Javier Muñiz | 19 JUNIO DE 2013 |  





Internet se ha convertido en el patio de recreo de los emprendedores y de todas aquellas mentes inquietas que desean cambiar el mundo de una u otra forma. Y es que, cosas como la financiación en masa o crowdfunding han provocado que vivamos en una época de renacimiento digital, en la que los mecenas de la red apuestan por el talento, y hasta lo financian con su propio dinero, aún estando en mitad de una crisis.

 

Un muestra de esto, la podemos ver en “El Cosmonauta” una superproducción española, que poco tiene que envidiarle a las películas comerciales que vienen de Hollywood, pese a que su presupuesto aún está lejos de alcanzar las multimillonarias cifras de los estudios norteamericanos.

 

Se trata de un proyecto tan inspirador como emocionante, que ha sido posible gracias a la iniciativa de: Nicolás Alcalá, Carola Rodriguez y Bruno Teixidor, tres amigos y soñadores que, a lo largo de cuatro años, han sido capaces de producir esta película, con la ayuda directa del público de internet.

 

Y es que, a través de su página web y a la repercusión en las redes sociales, han conseguido reunir a más de 4.500 productores, que se han implicado, de forma directa, en esta gran aventura, que ha costado la friolera de 400.000 euros, que han pagado inversores particulares de todas partes ¡Casi nada!

 

Pero sin entrar en detalles ni tecnicismos, hay algo fantástico en este proyecto, y es que ha sido creado con el fin de ser compartido bajo licencia Creative Commons. Esto quiere decir, que cualquiera puede entrar a su página web y ver la película de forma gratuita, o incluso distribuirla, siempre y cuando no la venda y respete la autoría de sus creadores originales. Pero más allá de que nos ahorremos el pagar unos cuantos euros por ver la película, lo bueno que tiene este sistema es que cualquiera puede utilizar el material audiovisual de la cinta para crear sus propios montajes o incluso para crear historias alternativas.

 

Imaginad por un momento lo que pasaría si otras películas de ciencia ficción como Star Wars, Blade Runner o novelas como El Señor de los Anillos pudiesen ser utilizadas por fans para crear universos alternativos o contar historias paralelas con el fin de enriquecer el universo de estas sagas, como ocurre con los cómics.
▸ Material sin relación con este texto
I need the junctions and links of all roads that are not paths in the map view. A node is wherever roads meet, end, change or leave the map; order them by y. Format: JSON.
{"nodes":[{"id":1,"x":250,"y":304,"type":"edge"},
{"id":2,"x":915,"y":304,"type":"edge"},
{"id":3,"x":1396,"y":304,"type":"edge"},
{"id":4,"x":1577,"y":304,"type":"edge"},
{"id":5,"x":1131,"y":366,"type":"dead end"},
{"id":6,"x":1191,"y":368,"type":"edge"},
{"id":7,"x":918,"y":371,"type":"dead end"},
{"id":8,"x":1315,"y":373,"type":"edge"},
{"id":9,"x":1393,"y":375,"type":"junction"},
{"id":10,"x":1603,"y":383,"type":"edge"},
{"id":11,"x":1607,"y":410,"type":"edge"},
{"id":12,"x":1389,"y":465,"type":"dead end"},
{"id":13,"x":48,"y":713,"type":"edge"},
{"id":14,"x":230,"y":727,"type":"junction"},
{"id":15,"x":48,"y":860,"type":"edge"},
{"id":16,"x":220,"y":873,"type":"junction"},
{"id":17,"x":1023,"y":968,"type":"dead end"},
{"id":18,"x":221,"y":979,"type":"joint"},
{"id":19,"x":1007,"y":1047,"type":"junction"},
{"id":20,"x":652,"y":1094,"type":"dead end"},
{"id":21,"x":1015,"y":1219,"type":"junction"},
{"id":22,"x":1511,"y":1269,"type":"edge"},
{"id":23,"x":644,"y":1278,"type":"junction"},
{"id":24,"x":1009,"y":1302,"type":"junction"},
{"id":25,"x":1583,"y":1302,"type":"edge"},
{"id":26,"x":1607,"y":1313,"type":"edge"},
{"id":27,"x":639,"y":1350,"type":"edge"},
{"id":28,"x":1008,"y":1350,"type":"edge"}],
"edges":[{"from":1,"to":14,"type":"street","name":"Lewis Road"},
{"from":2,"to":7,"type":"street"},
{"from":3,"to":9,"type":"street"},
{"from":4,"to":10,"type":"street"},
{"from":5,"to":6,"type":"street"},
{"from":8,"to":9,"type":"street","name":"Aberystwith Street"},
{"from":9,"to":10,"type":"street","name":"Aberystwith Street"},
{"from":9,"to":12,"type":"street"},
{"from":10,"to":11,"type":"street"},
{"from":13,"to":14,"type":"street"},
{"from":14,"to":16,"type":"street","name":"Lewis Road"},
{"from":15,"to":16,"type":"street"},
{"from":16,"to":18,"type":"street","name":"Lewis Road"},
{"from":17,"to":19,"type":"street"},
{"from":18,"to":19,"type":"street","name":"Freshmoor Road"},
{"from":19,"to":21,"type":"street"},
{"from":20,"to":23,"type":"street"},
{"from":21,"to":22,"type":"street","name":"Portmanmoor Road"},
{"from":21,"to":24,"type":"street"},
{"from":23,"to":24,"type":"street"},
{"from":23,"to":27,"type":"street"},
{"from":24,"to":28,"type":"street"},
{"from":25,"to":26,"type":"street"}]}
Tendrían cientos o incluso miles de historias diferentes con las que deleitar a sus legiones de seguidores.

 

Además, el mero hecho de que sea posible financiar películas mediante crowdfunding, implica que el público está dispuesto, no solo a pagar por la cultura, sino que también está preparado para ser parte de ella, aportando trabajo e ideas a una causa común.

 

Así que tenemos que reconocer que internet es un medio terriblemente poderoso para compartir y crear, en el que el público ya no juega un mero papel pasivo, sino que se encarga de promocionar lo que le gusta, financiarlo o incluso trabajar directamente para conseguir que salga adelante.

 

Aprendamos de “El Cosmonauta” y pensemos en internet en un medio en el que dar rienda suelta a nuestra imaginación para alcanzar nuestras metas.